Supplied records >>
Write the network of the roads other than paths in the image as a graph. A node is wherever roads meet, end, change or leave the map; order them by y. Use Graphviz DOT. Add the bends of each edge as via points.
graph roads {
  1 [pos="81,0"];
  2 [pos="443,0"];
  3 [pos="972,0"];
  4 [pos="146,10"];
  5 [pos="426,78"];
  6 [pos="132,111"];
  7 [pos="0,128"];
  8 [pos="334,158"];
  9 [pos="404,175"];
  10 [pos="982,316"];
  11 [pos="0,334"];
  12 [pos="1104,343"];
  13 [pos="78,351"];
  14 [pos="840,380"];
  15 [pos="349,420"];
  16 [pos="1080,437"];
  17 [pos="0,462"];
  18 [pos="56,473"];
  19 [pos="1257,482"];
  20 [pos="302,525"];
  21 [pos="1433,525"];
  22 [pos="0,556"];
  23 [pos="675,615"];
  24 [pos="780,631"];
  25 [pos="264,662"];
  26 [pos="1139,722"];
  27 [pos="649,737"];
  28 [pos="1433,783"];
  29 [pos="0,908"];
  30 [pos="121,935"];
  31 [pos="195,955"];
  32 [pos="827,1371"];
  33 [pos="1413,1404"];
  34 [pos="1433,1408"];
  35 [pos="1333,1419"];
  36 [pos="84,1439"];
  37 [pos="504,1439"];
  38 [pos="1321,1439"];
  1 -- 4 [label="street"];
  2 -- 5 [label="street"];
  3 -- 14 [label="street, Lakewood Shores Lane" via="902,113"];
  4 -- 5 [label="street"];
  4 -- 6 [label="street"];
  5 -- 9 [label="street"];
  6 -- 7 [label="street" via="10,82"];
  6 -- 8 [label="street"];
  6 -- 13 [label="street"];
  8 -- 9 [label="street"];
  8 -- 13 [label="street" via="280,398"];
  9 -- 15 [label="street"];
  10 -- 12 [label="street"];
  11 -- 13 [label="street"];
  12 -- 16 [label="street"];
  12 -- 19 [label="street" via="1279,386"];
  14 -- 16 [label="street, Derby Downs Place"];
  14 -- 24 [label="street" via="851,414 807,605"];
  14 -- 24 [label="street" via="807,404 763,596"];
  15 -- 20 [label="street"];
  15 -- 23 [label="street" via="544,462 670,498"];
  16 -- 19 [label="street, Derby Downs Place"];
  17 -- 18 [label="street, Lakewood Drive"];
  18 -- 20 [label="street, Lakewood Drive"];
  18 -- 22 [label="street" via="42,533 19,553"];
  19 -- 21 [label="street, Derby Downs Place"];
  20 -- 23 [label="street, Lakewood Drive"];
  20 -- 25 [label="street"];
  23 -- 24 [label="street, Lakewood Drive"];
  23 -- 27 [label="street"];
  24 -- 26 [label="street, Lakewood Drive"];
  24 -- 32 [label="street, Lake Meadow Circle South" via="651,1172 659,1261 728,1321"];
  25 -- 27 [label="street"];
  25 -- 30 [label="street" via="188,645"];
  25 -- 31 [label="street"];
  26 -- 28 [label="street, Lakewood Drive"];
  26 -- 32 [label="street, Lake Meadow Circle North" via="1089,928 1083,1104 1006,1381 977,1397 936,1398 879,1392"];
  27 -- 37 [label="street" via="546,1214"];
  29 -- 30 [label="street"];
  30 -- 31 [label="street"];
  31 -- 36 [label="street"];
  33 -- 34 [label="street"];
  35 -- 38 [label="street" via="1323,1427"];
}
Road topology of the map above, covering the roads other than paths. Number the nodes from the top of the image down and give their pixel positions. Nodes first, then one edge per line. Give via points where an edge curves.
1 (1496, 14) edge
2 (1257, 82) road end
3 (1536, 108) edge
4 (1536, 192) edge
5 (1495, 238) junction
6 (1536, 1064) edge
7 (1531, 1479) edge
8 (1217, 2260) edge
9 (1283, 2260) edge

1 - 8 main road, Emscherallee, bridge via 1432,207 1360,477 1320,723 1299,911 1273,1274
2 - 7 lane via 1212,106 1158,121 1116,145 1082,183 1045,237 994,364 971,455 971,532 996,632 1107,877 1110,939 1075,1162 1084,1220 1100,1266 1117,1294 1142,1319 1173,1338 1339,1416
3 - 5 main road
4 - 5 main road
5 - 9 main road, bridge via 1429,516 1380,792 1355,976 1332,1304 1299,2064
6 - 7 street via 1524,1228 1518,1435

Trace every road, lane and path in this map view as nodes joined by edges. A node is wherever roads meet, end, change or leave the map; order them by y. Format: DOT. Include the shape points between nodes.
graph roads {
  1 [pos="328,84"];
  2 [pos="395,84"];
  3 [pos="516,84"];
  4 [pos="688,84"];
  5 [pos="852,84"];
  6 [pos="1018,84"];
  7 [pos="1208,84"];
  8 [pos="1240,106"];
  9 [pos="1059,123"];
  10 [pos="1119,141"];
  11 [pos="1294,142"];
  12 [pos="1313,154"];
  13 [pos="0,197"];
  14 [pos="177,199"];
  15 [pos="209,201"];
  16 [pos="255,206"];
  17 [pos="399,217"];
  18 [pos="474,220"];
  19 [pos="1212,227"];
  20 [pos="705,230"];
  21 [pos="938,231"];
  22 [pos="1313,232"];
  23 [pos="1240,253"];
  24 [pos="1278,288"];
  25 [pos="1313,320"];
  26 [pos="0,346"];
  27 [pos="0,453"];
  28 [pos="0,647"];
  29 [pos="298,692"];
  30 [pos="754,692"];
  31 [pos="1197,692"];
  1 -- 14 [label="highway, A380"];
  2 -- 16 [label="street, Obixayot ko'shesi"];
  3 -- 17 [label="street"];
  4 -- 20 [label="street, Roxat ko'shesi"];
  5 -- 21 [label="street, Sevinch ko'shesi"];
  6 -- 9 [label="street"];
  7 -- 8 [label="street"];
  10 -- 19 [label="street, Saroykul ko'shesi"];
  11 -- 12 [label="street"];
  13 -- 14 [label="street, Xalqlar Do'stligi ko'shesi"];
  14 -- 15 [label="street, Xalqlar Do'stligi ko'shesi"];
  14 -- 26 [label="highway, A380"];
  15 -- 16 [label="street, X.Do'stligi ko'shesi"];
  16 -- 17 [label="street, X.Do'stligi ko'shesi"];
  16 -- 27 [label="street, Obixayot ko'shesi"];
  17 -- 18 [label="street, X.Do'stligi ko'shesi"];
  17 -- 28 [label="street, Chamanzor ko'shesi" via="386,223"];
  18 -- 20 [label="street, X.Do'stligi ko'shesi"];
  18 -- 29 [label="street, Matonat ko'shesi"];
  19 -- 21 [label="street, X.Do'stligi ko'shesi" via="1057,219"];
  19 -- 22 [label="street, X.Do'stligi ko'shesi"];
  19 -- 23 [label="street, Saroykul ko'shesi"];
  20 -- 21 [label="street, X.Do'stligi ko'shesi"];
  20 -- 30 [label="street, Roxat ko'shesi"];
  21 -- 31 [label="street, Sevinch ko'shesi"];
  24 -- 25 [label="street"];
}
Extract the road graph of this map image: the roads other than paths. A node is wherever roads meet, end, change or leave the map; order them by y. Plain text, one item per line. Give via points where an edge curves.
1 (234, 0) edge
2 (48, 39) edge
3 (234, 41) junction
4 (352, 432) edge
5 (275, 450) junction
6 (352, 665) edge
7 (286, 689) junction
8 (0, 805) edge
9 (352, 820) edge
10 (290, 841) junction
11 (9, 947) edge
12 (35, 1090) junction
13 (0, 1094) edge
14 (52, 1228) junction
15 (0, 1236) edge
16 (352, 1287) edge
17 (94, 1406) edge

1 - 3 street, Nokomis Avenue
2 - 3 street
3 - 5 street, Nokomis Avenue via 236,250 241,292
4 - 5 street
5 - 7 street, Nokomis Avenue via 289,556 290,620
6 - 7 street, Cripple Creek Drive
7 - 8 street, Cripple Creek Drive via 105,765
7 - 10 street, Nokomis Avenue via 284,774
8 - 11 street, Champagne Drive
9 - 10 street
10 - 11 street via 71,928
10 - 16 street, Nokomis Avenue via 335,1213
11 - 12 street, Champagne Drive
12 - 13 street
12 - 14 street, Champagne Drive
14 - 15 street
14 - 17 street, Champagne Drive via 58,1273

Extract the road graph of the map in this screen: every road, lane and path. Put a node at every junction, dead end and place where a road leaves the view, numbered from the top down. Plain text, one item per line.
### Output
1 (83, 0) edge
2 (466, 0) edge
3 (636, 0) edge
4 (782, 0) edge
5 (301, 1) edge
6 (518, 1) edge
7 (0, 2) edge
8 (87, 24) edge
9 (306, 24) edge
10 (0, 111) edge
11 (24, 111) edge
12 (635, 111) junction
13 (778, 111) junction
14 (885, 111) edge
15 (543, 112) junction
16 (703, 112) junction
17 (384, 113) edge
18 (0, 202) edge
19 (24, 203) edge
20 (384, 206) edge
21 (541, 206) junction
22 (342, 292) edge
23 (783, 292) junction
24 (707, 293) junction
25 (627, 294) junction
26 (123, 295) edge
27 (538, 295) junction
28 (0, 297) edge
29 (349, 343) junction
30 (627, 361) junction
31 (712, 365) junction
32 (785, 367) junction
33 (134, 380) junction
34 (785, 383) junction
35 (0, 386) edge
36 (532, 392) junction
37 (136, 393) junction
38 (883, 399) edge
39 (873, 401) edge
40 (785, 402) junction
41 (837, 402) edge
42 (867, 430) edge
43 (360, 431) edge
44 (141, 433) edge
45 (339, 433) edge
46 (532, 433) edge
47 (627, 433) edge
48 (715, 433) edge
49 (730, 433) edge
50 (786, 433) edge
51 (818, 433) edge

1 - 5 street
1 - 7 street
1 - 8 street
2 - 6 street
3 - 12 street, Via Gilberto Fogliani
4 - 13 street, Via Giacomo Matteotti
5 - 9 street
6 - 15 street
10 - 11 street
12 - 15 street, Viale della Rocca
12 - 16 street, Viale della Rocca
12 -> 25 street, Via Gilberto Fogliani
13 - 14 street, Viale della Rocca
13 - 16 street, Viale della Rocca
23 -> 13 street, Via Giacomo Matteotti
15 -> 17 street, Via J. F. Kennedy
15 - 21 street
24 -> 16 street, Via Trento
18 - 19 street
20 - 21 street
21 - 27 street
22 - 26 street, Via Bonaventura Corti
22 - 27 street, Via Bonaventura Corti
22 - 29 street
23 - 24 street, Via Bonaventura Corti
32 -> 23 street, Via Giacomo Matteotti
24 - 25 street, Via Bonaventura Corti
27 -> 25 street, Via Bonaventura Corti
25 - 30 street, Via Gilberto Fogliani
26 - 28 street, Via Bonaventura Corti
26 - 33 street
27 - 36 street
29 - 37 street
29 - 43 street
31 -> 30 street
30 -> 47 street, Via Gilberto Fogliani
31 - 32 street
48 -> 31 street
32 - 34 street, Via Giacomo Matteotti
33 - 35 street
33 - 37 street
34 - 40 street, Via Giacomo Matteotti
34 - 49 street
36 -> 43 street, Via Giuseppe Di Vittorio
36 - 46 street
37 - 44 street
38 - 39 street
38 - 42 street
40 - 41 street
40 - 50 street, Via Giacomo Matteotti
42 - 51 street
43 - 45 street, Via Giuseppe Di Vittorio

What you should do >>
Starting from the records above, filter out all lines except those containing the word "Meadow".

Reply >>
  24 -- 32 [label="street, Lake Meadow Circle South" via="651,1172 659,1261 728,1321"];
  26 -- 32 [label="street, Lake Meadow Circle North" via="1089,928 1083,1104 1006,1381 977,1397 936,1398 879,1392"];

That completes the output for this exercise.